Rosella automatically learns the compute environment and adjusts its scheduling policy in real-time.
We evaluate Rosella with a variety of workloads on a 32-node AWS cluster.
- Score: 7.206919625027208
- License: http://arxiv.org/licenses/nonexclusive-distrib/1.0/
- Abstract: Large-scale interactive web services and advanced AI applications make
sophisticated decisions in real-time, based on executing a massive amount of
computation tasks on thousands of servers. Task schedulers, which often operate
in heterogeneous and volatile environments, require high throughput, i.e.,
scheduling millions of tasks per second, and low latency, i.e., incurring
minimal scheduling delays for millisecond-level tasks. Scheduling is further
complicated by other users' workloads in a shared system, other background
activities, and the diverse hardware configurations inside datacenters.
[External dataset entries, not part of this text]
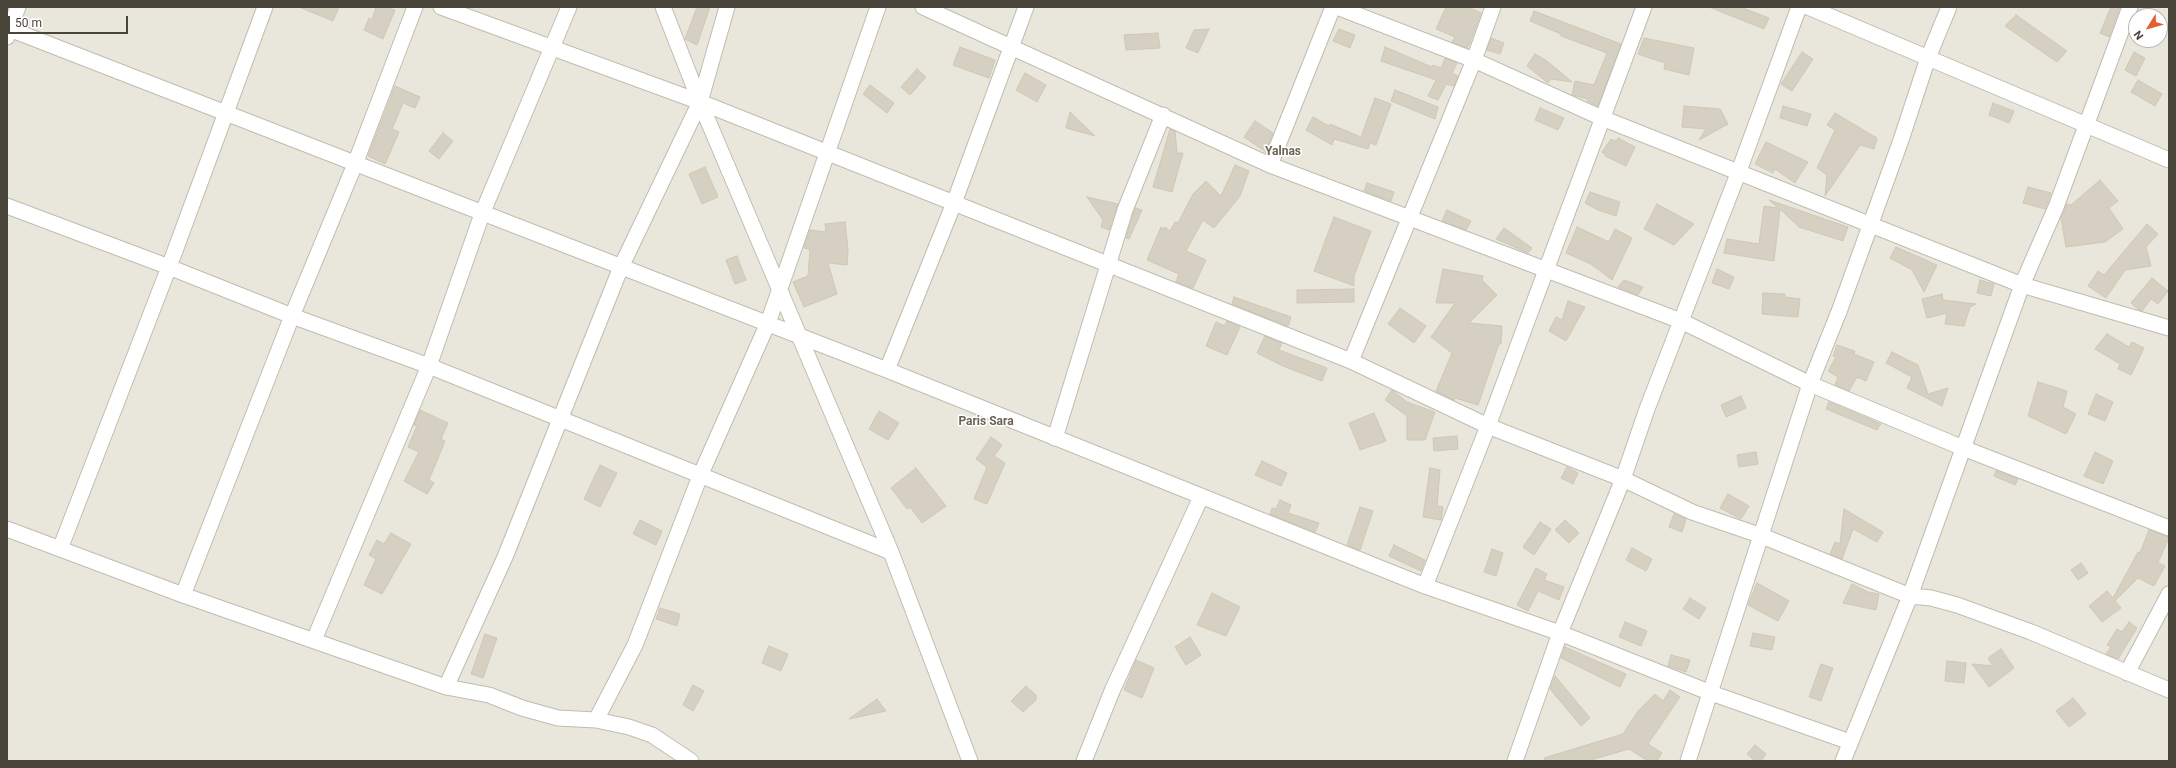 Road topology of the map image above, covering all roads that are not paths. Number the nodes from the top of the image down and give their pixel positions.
1 (18, 7) edge
2 (265, 7) edge
3 (415, 7) edge
4 (442, 7) edge
5 (569, 7) edge
6 (663, 7) edge
7 (727, 7) edge
8 (878, 7) edge
9 (923, 7) edge
10 (1026, 7) edge
11 (1333, 7) edge
12 (1337, 7) edge
13 (1493, 7) edge
14 (1644, 7) edge
15 (1799, 7) edge
16 (1808, 7) edge
17 (1949, 7) edge
18 (2130, 7) edge
19 (8, 31) edge
20 (1012, 46) junction
21 (550, 48) junction
22 (1928, 58) junction
23 (1474, 60) junction
24 (700, 102) junction
25 (225, 114) junction
26 (1163, 115) junction
27 (1602, 118) junction
28 (2085, 126) junction
29 (828, 154) junction
30 (2169, 160) edge
31 (355, 164) junction
32 (1270, 164) junction
33 (1739, 172) junction
34 (954, 203) junction
35 (7, 206) edge
36 (482, 214) junction
37 (1410, 217) junction
38 (1871, 224) junction
39 (1107, 264) junction
40 (169, 267) junction
41 (621, 267) junction
42 (1545, 269) junction
43 (2022, 285) junction
44 (780, 289) junction
45 (292, 316) junction
46 (1681, 321) junction
47 (768, 323) junction
48 (2169, 328) edge
49 (799, 336) junction
50 (1351, 361) junction
51 (429, 366) junction
52 (887, 370) junction
53 (1810, 384) junction
54 (561, 420) junction
55 (1488, 426) junction
56 (1055, 438) junction
57 (1963, 448) junction
58 (700, 476) junction
59 (1623, 479) junction
60 (1201, 497) junction
61 (2169, 528) edge
62 (7, 529) edge
63 (1762, 536) junction
64 (60, 549) junction
65 (890, 552) junction
66 (1425, 586) junction
67 (183, 594) junction
68 (2169, 594) edge
69 (1910, 596) junction
70 (1560, 633) junction
71 (314, 640) junction
72 (2127, 673) junction
73 (446, 687) junction
74 (2169, 690) edge
75 (1711, 693) junction
76 (596, 720) junction
77 (1850, 742) junction
78 (690, 761) edge
79 (970, 761) edge
80 (1084, 761) edge
81 (1514, 761) edge
82 (1688, 761) edge
83 (1843, 761) edge

1 - 19 street
2 - 25 street
3 - 31 street
4 - 21 street
5 - 21 street
6 - 24 street
7 - 24 street
8 - 29 street
9 - 20 street
10 - 20 street
11 - 32 street
12 - 23 street
13 - 23 street
14 - 27 street
15 - 33 street
16 - 22 street
17 - 22 street
18 - 28 street
19 - 25 street
20 - 26 street
20 - 34 street
21 - 24 street
21 - 36 street
22 - 28 street
22 - 38 street
23 - 27 street
23 - 37 street
24 - 29 street
24 - 41 street
24 - 44 street
25 - 31 street
25 - 40 street
26 - 32 street
26 - 39 street
27 - 33 street
27 - 42 street
28 - 30 street
28 - 43 street
29 - 34 street
29 - 44 street
31 - 36 street
31 - 45 street
32 - 37 street
33 - 38 street
33 - 46 street
34 - 39 street
34 - 52 street
35 - 40 street
36 - 41 street
36 - 51 street
37 - 42 street
37 - 50 street
38 - 43 street
38 - 53 street
39 - 50 street
39 - 56 street
40 - 45 street
40 - 64 street
41 - 47 street
41 - 54 street
42 - 46 street
42 - 55 street
43 - 48 street
43 - 57 street
44 - 47 street
44 - 49 street
45 - 51 street
45 - 67 street
46 - 53 street
46 - 59 street
47 - 49 street
47 - 58 street
49 - 52 street
49 - 65 street
50 - 55 street
51 - 54 street
51 - 71 street
52 - 56 street
53 - 57 street
53 - 63 street
54 - 58 street
54 - 73 street
55 - 59 street
55 - 66 street
56 - 60 street
57 - 61 street
57 - 69 street
58 - 65 street
58 - 76 street
59 - 63 street
59 - 70 street
60 - 66 street
60 - 80 street
62 - 64 street
63 - 69 street
63 - 75 street
64 - 67 street
65 - 79 street
66 - 70 street
67 - 71 street
68 - 72 street
69 - 72 street
69 - 77 street
70 - 75 street
70 - 81 street
71 - 73 street
72 - 74 street
73 - 76 street
75 - 77 street
75 - 82 street
76 - 78 street
77 - 83 street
We present Rosella, a new self-driving, distributed approach for task
scheduling in heterogeneous clusters. Rosella automatically learns the compute
environment and adjusts its scheduling policy in real-time. The solution
provides high throughput and low latency simultaneously because it runs in
parallel on multiple machines with minimum coordination and only performs
simple operations for each scheduling decision. Our learning module monitors
total system load and uses the information to dynamically determine optimal
estimation strategy for the backends' compute-power. Rosella generalizes
power-of-two-choice algorithms to handle heterogeneous workers, reducing the
max queue length of O(log n) obtained by prior algorithms to O(log log n). We
evaluate Rosella with a variety of workloads on a 32-node AWS cluster.
Experimental results show that Rosella significantly reduces task response
time, and adapts to environment changes quickly.